(Records to use begins)

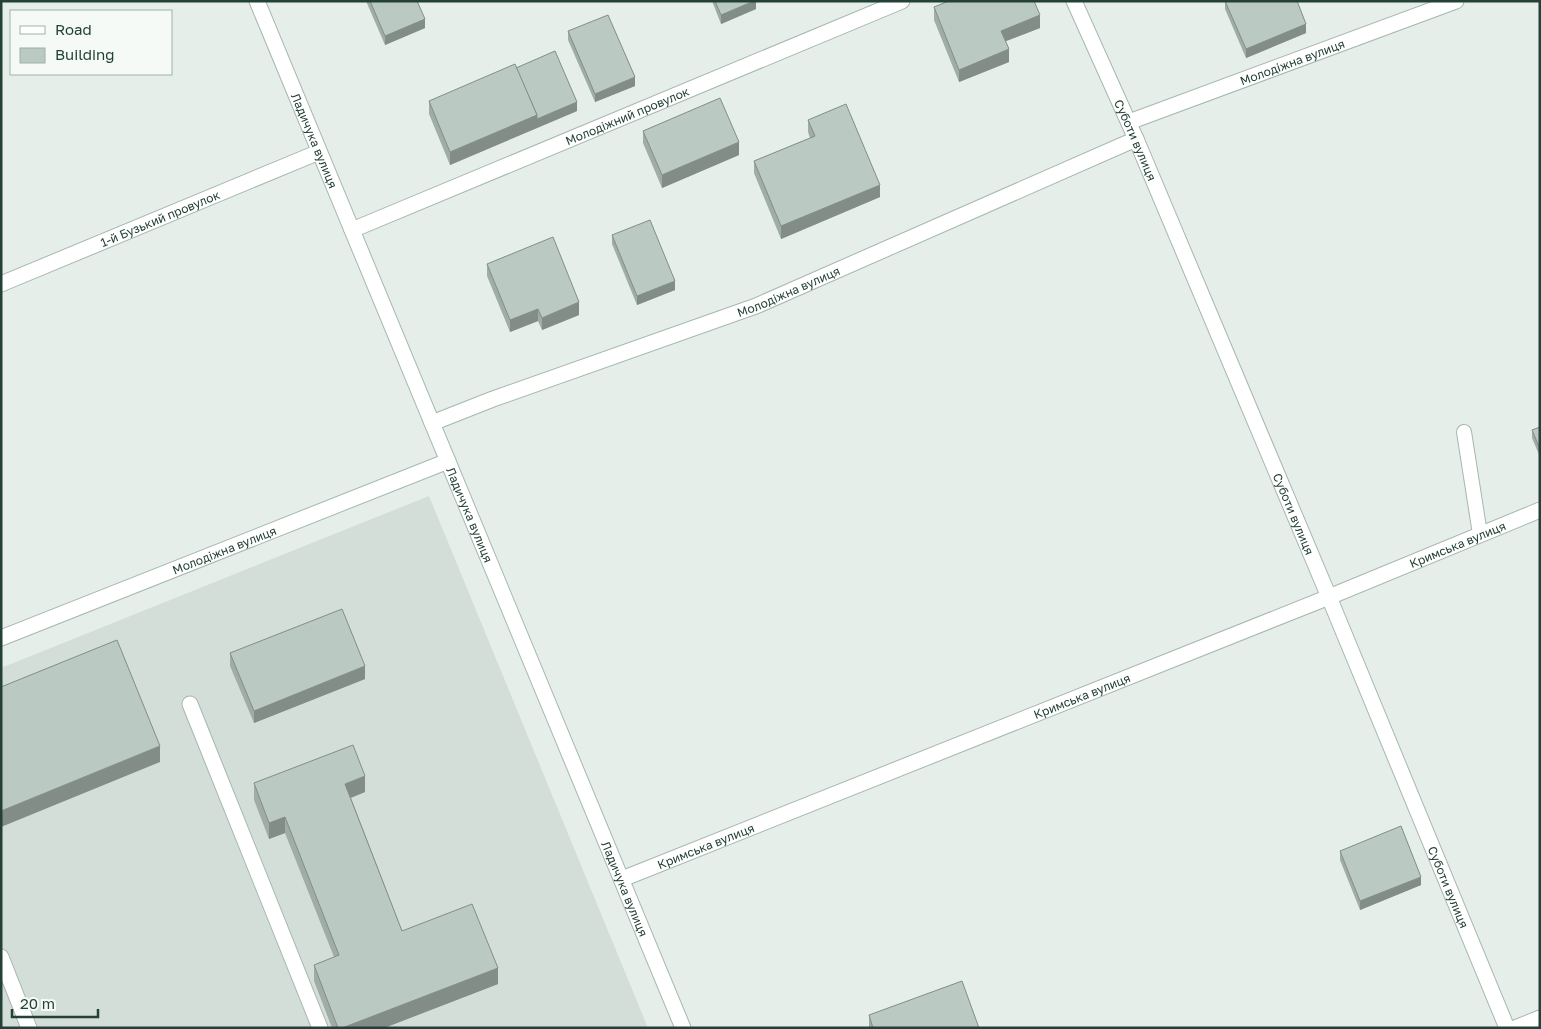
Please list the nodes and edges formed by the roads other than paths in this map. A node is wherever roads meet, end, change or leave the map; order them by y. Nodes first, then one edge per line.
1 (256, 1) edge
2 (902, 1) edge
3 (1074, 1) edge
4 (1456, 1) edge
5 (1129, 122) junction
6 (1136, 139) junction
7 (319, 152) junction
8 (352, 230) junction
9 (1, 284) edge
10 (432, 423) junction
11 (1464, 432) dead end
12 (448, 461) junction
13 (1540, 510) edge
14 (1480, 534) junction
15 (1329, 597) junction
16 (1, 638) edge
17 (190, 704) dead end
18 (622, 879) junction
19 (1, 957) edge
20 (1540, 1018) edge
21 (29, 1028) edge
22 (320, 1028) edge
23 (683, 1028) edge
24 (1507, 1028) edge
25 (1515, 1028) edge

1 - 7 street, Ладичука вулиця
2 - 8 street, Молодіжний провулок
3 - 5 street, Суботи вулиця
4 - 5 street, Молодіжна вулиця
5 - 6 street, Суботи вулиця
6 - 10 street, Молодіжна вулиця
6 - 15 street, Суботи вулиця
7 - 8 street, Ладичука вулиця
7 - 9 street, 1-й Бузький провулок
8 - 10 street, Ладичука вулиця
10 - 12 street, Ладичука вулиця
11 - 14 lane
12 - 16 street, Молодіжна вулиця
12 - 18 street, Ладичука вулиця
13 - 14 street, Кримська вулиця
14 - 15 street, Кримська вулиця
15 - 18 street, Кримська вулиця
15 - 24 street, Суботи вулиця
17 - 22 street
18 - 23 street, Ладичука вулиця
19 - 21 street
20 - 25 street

(Records to use ends)

What to work on
Output the material above exactly as written and drop any images it holds.

Exercise answer
Please list the nodes and edges formed by the roads other than paths in this map. A node is wherever roads meet, end, change or leave the map; order them by y. Nodes first, then one edge per line.
1 (256, 1) edge
2 (902, 1) edge
3 (1074, 1) edge
4 (1456, 1) edge
5 (1129, 122) junction
6 (1136, 139) junction
7 (319, 152) junction
8 (352, 230) junction
9 (1, 284) edge
10 (432, 423) junction
11 (1464, 432) dead end
12 (448, 461) junction
13 (1540, 510) edge
14 (1480, 534) junction
15 (1329, 597) junction
16 (1, 638) edge
17 (190, 704) dead end
18 (622, 879) junction
19 (1, 957) edge
20 (1540, 1018) edge
21 (29, 1028) edge
22 (320, 1028) edge
23 (683, 1028) edge
24 (1507, 1028) edge
25 (1515, 1028) edge

1 - 7 street, Ладичука вулиця
2 - 8 street, Молодіжний провулок
3 - 5 street, Суботи вулиця
4 - 5 street, Молодіжна вулиця
5 - 6 street, Суботи вулиця
6 - 10 street, Молодіжна вулиця
6 - 15 street, Суботи вулиця
7 - 8 street, Ладичука вулиця
7 - 9 street, 1-й Бузький провулок
8 - 10 street, Ладичука вулиця
10 - 12 street, Ладичука вулиця
11 - 14 lane
12 - 16 street, Молодіжна вулиця
12 - 18 street, Ладичука вулиця
13 - 14 street, Кримська вулиця
14 - 15 street, Кримська вулиця
15 - 18 street, Кримська вулиця
15 - 24 street, Суботи вулиця
17 - 22 street
18 - 23 street, Ладичука вулиця
19 - 21 street
20 - 25 street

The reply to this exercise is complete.